Filter the lines below, keeping each one that holds "wherever".

------------------------------------

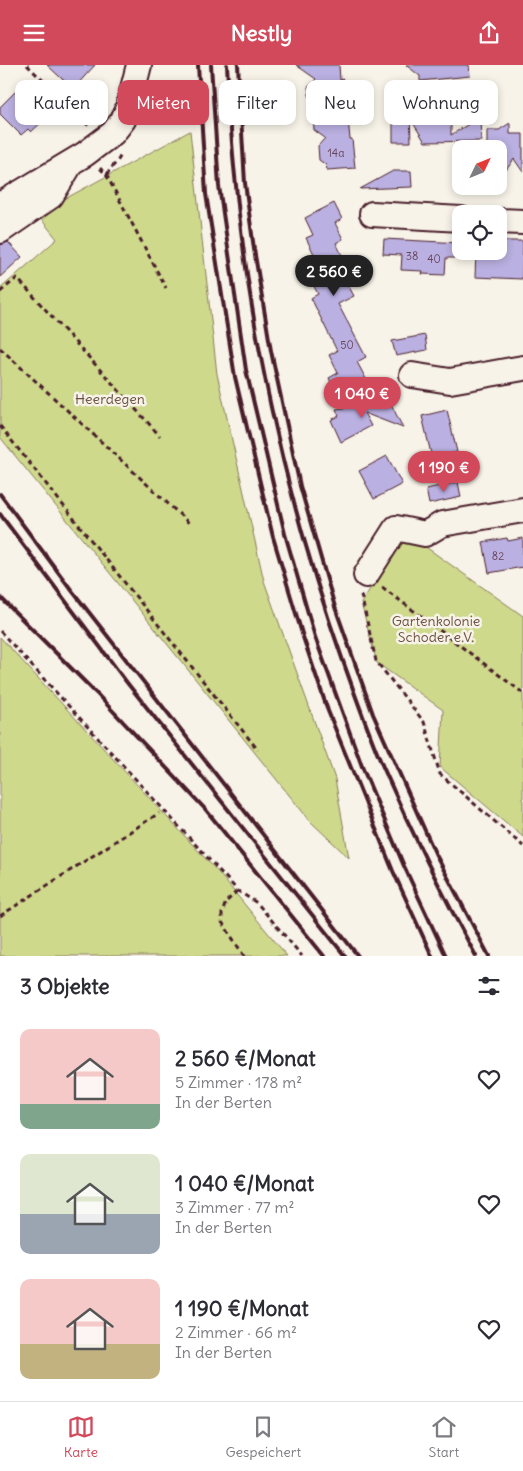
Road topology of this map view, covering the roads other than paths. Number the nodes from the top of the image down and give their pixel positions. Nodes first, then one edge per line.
1 (139, 65) edge
2 (79, 158) junction
3 (0, 205) edge
4 (372, 215) dead end
5 (452, 219) edge
6 (507, 221) edge
7 (523, 222) edge
8 (0, 231) edge
9 (523, 368) edge
10 (412, 375) dead end
11 (523, 510) edge
12 (366, 575) road end

1 - 2 street
2 - 3 street
2 - 8 street
4 - 5 street
6 - 7 street
9 - 10 street
11 - 12 street

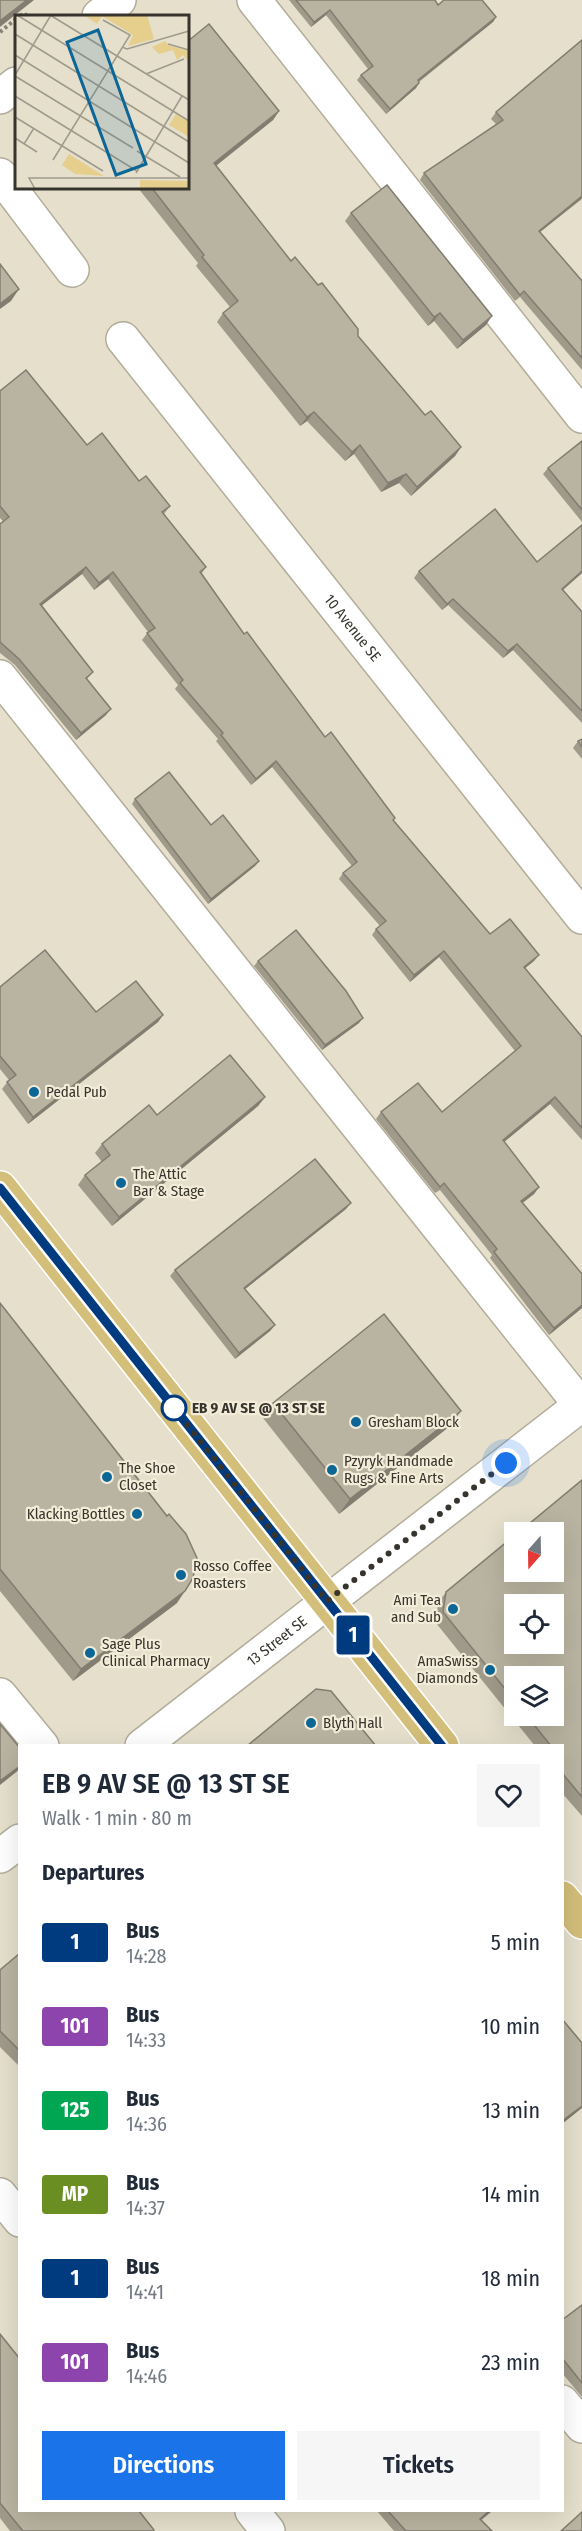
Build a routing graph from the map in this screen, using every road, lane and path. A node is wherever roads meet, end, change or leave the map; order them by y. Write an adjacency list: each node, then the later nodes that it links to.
1 (119, 0): 3 (street)
2 (254, 0): 11 (street)
3 (100, 15)
4 (15, 20): 5 (path)
5 (0, 32)
6 (15, 85): 7 (street)
7 (0, 98)
8 (0, 174): 9 (street)
9 (72, 270)
10 (123, 339): 13 (street, 10 Avenue SE)
11 (582, 416)
12 (0, 676): 15 (street)
13 (582, 918)
14 (0, 1188): 16 (main road)
15 (582, 1405): 16 (street, 13 Street SE)
16 (327, 1601): 19 (street, 13 Street SE); 20 (main road)
17 (0, 1695): 18 (street)
18 (40, 1744)
19 (145, 1744)
20 (440, 1744)
21 (18, 1842): 22 (street)
22 (0, 1856)
23 (564, 1900): 24 (main road)
24 (582, 1922)
25 (0, 2195): 26 (street)
26 (18, 2218)
27 (564, 2404): 28 (street)
28 (582, 2426)
29 (253, 2512): 30 (street)
30 (268, 2531)

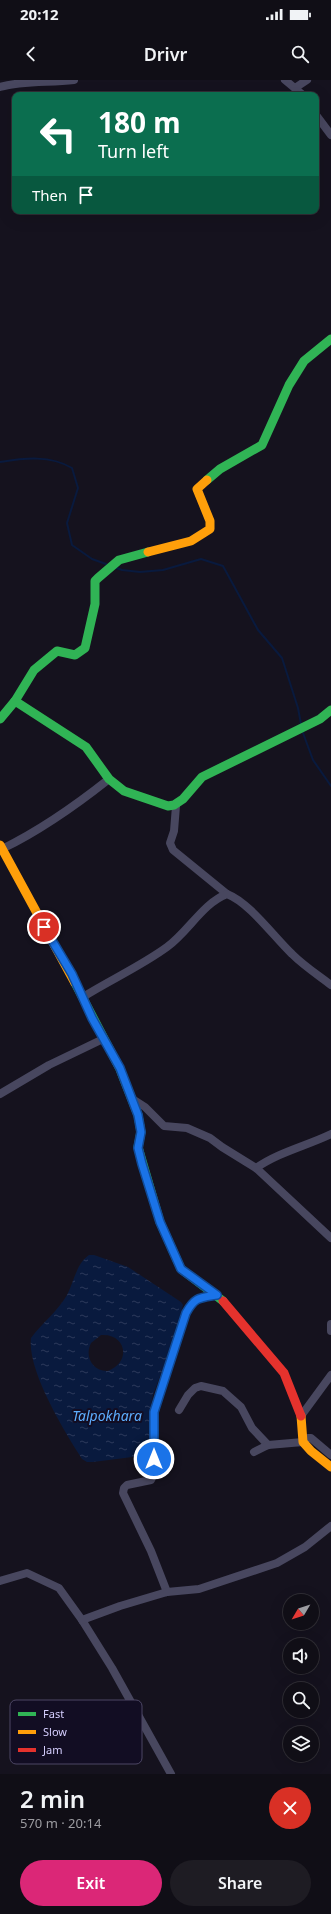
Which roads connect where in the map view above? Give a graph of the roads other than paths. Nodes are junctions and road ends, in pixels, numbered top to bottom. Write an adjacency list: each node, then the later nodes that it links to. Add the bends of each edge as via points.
1 (74, 80): 4 (street, via 48,83 21,82)
2 (285, 80): 5 (street)
3 (307, 80): 5 (street)
4 (0, 88)
5 (295, 88): 6 (street)
6 (300, 92)
7 (319, 119): 8 (street)
8 (331, 135)
9 (331, 339): 10 (street, via 304,361 289,385 262,445 220,469 197,489 210,521 210,529 202,537 122,558 105,571 95,580 95,604 85,648 75,655 57,651 34,670)
10 (15, 701): 12 (street); 13 (street, via 86,747)
11 (331, 710): 14 (street, via 320,719 202,777)
12 (0, 719)
13 (109, 780): 14 (street, via 124,791 162,805); 15 (street, via 25,838)
14 (176, 806): 16 (street, via 170,843 173,850)
15 (1, 847): 18 (street)
16 (227, 894): 17 (street, via 241,902 263,922 302,964); 18 (street, via 208,907 167,947)
17 (331, 985)
18 (83, 998): 19 (street)
19 (103, 1039): 20 (street, via 49,1065); 21 (street, via 120,1068)
20 (0, 1094)
21 (132, 1098): 23 (street, via 164,1126 187,1128 210,1138); 25 (street, via 141,1132 138,1148 160,1222 181,1269)
22 (331, 1134): 23 (street, via 269,1158)
23 (256, 1168): 24 (street)
24 (331, 1238)
25 (217, 1295): 30 (street, via 226,1302 284,1374); 38 (street, via 197,1299 186,1313 154,1412 154,1474 151,1480 127,1485 123,1493 151,1551)
26 (331, 1324): 27 (street)
27 (331, 1331)
28 (331, 1375): 30 (street)
29 (179, 1410): 32 (street, via 188,1395 196,1388 201,1386 223,1391 241,1407 252,1428)
30 (301, 1416): 31 (street)
31 (303, 1442): 32 (street); 34 (street, via 311,1438); 35 (street)
32 (268, 1445): 33 (street)
33 (254, 1452)
34 (331, 1454)
35 (331, 1467)
36 (331, 1526): 38 (street, via 305,1547 277,1564 198,1589)
37 (0, 1582): 39 (street, via 27,1573 53,1585 59,1588)
38 (167, 1592): 39 (street)
39 (82, 1620): 40 (street)
40 (130, 1700)
41 (142, 1723): 42 (street)
42 (170, 1774)

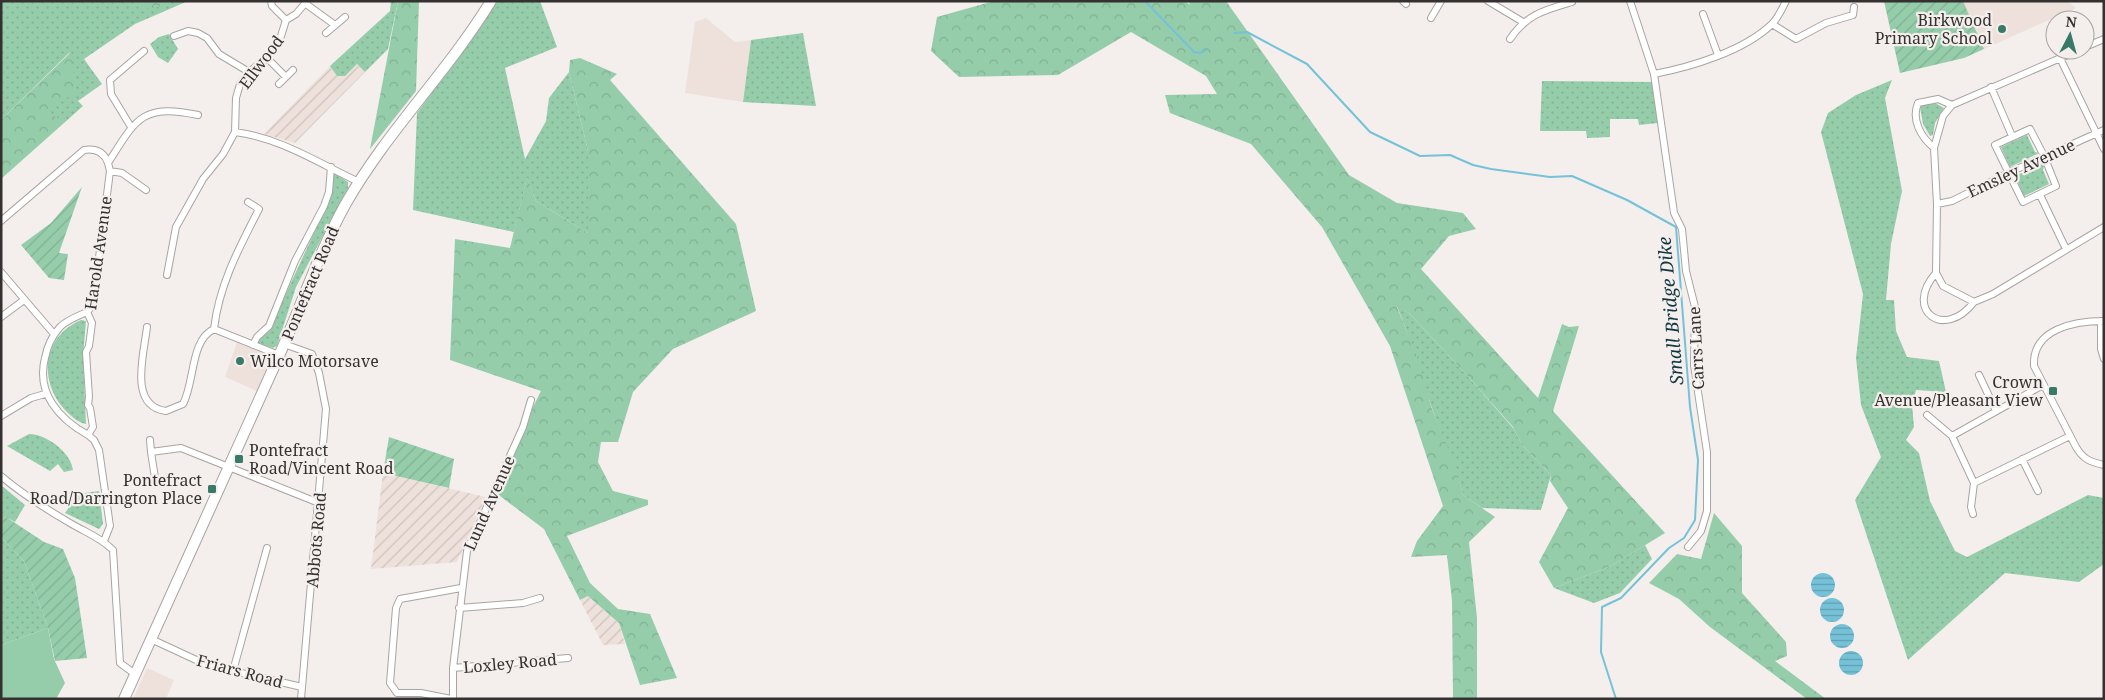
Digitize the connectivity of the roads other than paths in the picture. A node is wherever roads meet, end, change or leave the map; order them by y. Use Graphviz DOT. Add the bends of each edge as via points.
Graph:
graph roads {
  1 [pos="271,1"];
  2 [pos="491,1"];
  3 [pos="1441,1"];
  4 [pos="1630,1"];
  5 [pos="1786,1"];
  6 [pos="307,2"];
  7 [pos="1491,2"];
  8 [pos="1572,2"];
  9 [pos="1854,6"];
  10 [pos="1702,14"];
  11 [pos="344,17"];
  12 [pos="1431,18"];
  13 [pos="286,20"];
  14 [pos="1522,22"];
  15 [pos="1772,24"];
  16 [pos="195,25"];
  17 [pos="335,25"];
  18 [pos="193,32"];
  19 [pos="326,33"];
  20 [pos="174,36"];
  21 [pos="1510,39"];
  22 [pos="144,51"];
  23 [pos="1718,54"];
  24 [pos="267,58"];
  25 [pos="2055,60"];
  26 [pos="2061,60"];
  27 [pos="293,70"];
  28 [pos="249,72"];
  29 [pos="1654,74"];
  30 [pos="286,76"];
  31 [pos="279,84"];
  32 [pos="1991,87"];
  33 [pos="1952,105"];
  34 [pos="198,115"];
  35 [pos="131,127"];
  36 [pos="2104,130"];
  37 [pos="235,132"];
  38 [pos="2096,134"];
  39 [pos="2012,136"];
  40 [pos="1934,148"];
  41 [pos="2104,149"];
  42 [pos="2044,156"];
  43 [pos="108,163"];
  44 [pos="331,168"];
  45 [pos="110,171"];
  46 [pos="2008,173"];
  47 [pos="359,182"];
  48 [pos="146,190"];
  49 [pos="2040,196"];
  50 [pos="248,202"];
  51 [pos="1937,204"];
  52 [pos="1,221"];
  53 [pos="2104,227"];
  54 [pos="2066,249"];
  55 [pos="1,272"];
  56 [pos="1936,273"];
  57 [pos="168,275"];
  58 [pos="24,300"];
  59 [pos="1974,302"];
  60 [pos="86,312"];
  61 [pos="1,317"];
  62 [pos="2103,321"];
  63 [pos="147,327"];
  64 [pos="214,330"];
  65 [pos="54,334"];
  66 [pos="284,344"];
  67 [pos="253,345"];
  68 [pos="280,355"];
  69 [pos="2104,359"];
  70 [pos="1979,375"];
  71 [pos="2043,385"];
  72 [pos="45,394"];
  73 [pos="532,400"];
  74 [pos="1996,411"];
  75 [pos="2,413"];
  76 [pos="1927,415"];
  77 [pos="88,435"];
  78 [pos="1952,436"];
  79 [pos="2070,436"];
  80 [pos="150,440"];
  81 [pos="151,452"];
  82 [pos="2022,459"];
  83 [pos="2104,465"];
  84 [pos="228,468"];
  85 [pos="1,476"];
  86 [pos="155,478"];
  87 [pos="1974,483"];
  88 [pos="2038,491"];
  89 [pos="320,503"];
  90 [pos="1973,514"];
  91 [pos="104,541"];
  92 [pos="1688,547"];
  93 [pos="267,548"];
  94 [pos="461,588"];
  95 [pos="540,598"];
  96 [pos="459,608"];
  97 [pos="151,639"];
  98 [pos="568,658"];
  99 [pos="453,668"];
  100 [pos="233,671"];
  101 [pos="135,674"];
  102 [pos="302,687"];
  103 [pos="124,699"];
  104 [pos="301,699"];
  105 [pos="452,699"];
  1 -- 13 [label="street"];
  2 -- 47 [label="highway, Pontefract Road"];
  3 -- 12 [label="street"];
  4 -- 29 [label="street, Carrs Lane"];
  5 -- 15 [label="street"];
  6 -- 13 [label="street, Ellwood"];
  6 -- 17 [label="street"];
  7 -- 14 [label="street"];
  8 -- 14 [label="street"];
  9 -- 15 [label="street" via="1853,15 1826,23 1796,41"];
  10 -- 23 [label="street"];
  11 -- 17 [label="street"];
  13 -- 24 [label="street, Ellwood" via="281,36"];
  14 -- 21 [label="street"];
  15 -- 23 [label="street" via="1758,36"];
  16 -- 18 [label="street"];
  17 -- 19 [label="street"];
  18 -- 20 [label="street"];
  18 -- 28 [label="street" via="207,38 219,54"];
  22 -- 35 [label="street" via="110,80 112,94"];
  23 -- 29 [label="street"];
  24 -- 28 [label="street, Ellwood"];
  24 -- 30 [label="street"];
  25 -- 32 [label="street"];
  26 -- 38 [label="street"];
  27 -- 30 [label="street"];
  28 -- 37 [label="street, Ellwood" via="240,84 236,98"];
  29 -- 92 [label="street, Carrs Lane" via="1674,213 1682,229 1686,271 1695,307 1694,365 1707,452 1707,511 1701,531"];
  30 -- 31 [label="street"];
  32 -- 33 [label="street"];
  32 -- 39 [label="street"];
  33 -- 40 [label="street" via="1944,116"];
  33 -- 40 [label="street" via="1938,99 1918,104 1915,116 1920,131"];
  34 -- 35 [label="street" via="175,110 155,112 140,118"];
  35 -- 43 [label="street"];
  36 -- 38 [label="street, Emsley Avenue"];
  37 -- 44 [label="street" via="282,143"];
  37 -- 57 [label="street" via="176,227"];
  38 -- 41 [label="street"];
  38 -- 42 [label="street, Emsley Avenue"];
  39 -- 42 [label="street" via="2030,129"];
  39 -- 46 [label="street" via="1995,146"];
  40 -- 51 [label="street"];
  42 -- 46 [label="street, Emsley Avenue"];
  42 -- 49 [label="street" via="2056,186"];
  43 -- 45 [label="street, Harold Avenue"];
  43 -- 52 [label="street" via="106,155 84,150"];
  44 -- 47 [label="street"];
  44 -- 67 [label="street, Pontefract Road" via="324,206 295,261 269,326"];
  45 -- 48 [label="street" via="122,173"];
  45 -- 60 [label="street, Harold Avenue" via="93,305"];
  46 -- 49 [label="street" via="2023,202"];
  46 -- 51 [label="street, Emsley Avenue" via="1952,201"];
  47 -- 66 [label="highway, Pontefract Road" via="324,247"];
  49 -- 54 [label="street"];
  50 -- 64 [label="street" via="259,209 232,261 216,311"];
  51 -- 56 [label="street"];
  53 -- 54 [label="street"];
  54 -- 59 [label="street" via="1993,294"];
  55 -- 58 [label="street"];
  56 -- 59 [label="street" via="1943,286"];
  56 -- 59 [label="street" via="1925,290 1929,316 1938,320 1948,319 1960,315"];
  58 -- 61 [label="street"];
  58 -- 65 [label="street"];
  60 -- 65 [label="street" via="68,321"];
  60 -- 77 [label="street, Harold Avenue" via="92,323 86,355 88,405 93,427"];
  62 -- 69 [label="street" via="2101,349"];
  62 -- 71 [label="street" via="2078,323 2043,338 2034,355 2034,366"];
  63 -- 64 [label="street" via="143,396 151,406 166,411 183,404 199,343 205,333"];
  64 -- 67 [label="street"];
  65 -- 72 [label="street" via="44,362"];
  66 -- 68 [label="highway, Pontefract Road"];
  66 -- 89 [label="street, Abbots Road" via="312,354 324,395 326,424"];
  67 -- 68 [label="street"];
  68 -- 84 [label="highway, Pontefract Road"];
  70 -- 74 [label="street"];
  71 -- 74 [label="street"];
  71 -- 79 [label="street"];
  72 -- 75 [label="street"];
  72 -- 77 [label="street" via="65,421"];
  73 -- 94 [label="street, Lund Avenue" via="467,551"];
  74 -- 78 [label="street"];
  76 -- 78 [label="street"];
  77 -- 91 [label="street" via="99,450 106,492 110,526"];
  78 -- 87 [label="street"];
  79 -- 82 [label="street"];
  79 -- 83 [label="street" via="2081,456"];
  80 -- 81 [label="street"];
  81 -- 84 [label="street" via="181,448"];
  81 -- 86 [label="street"];
  82 -- 87 [label="street"];
  82 -- 88 [label="street"];
  84 -- 89 [label="street"];
  84 -- 97 [label="highway, Pontefract Road"];
  85 -- 91 [label="street" via="27,496"];
  87 -- 90 [label="street"];
  89 -- 102 [label="street, Abbots Road"];
  91 -- 101 [label="street" via="112,550 120,663"];
  93 -- 100 [label="street"];
  94 -- 96 [label="street, Lund Avenue"];
  94 -- 105 [label="street" via="400,598 396,608 390,683 397,693 421,693"];
  95 -- 96 [label="street" via="523,603"];
  96 -- 99 [label="street, Lund Avenue"];
  97 -- 100 [label="street, Friars Road" via="207,665"];
  97 -- 101 [label="highway, Pontefract Road"];
  98 -- 99 [label="street, Loxley Road"];
  99 -- 105 [label="street, Lund Avenue"];
  100 -- 102 [label="street, Friars Road"];
  101 -- 103 [label="highway, Pontefract Road"];
  102 -- 104 [label="street, Abbots Road"];
}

------------------------------------

▸ Result of the exercise
Build a routing graph from the map in this screen, using every road, lane and path. A node is wherever roads meet, end, change or leave the map; order them by y. Write an adjacency list: each node, then the later nodes that it links to.
Digitize the connectivity of the roads other than paths in the picture. A node is wherever roads meet, end, change or leave the map; order them by y. Use Graphviz DOT. Add the bends of each edge as via points.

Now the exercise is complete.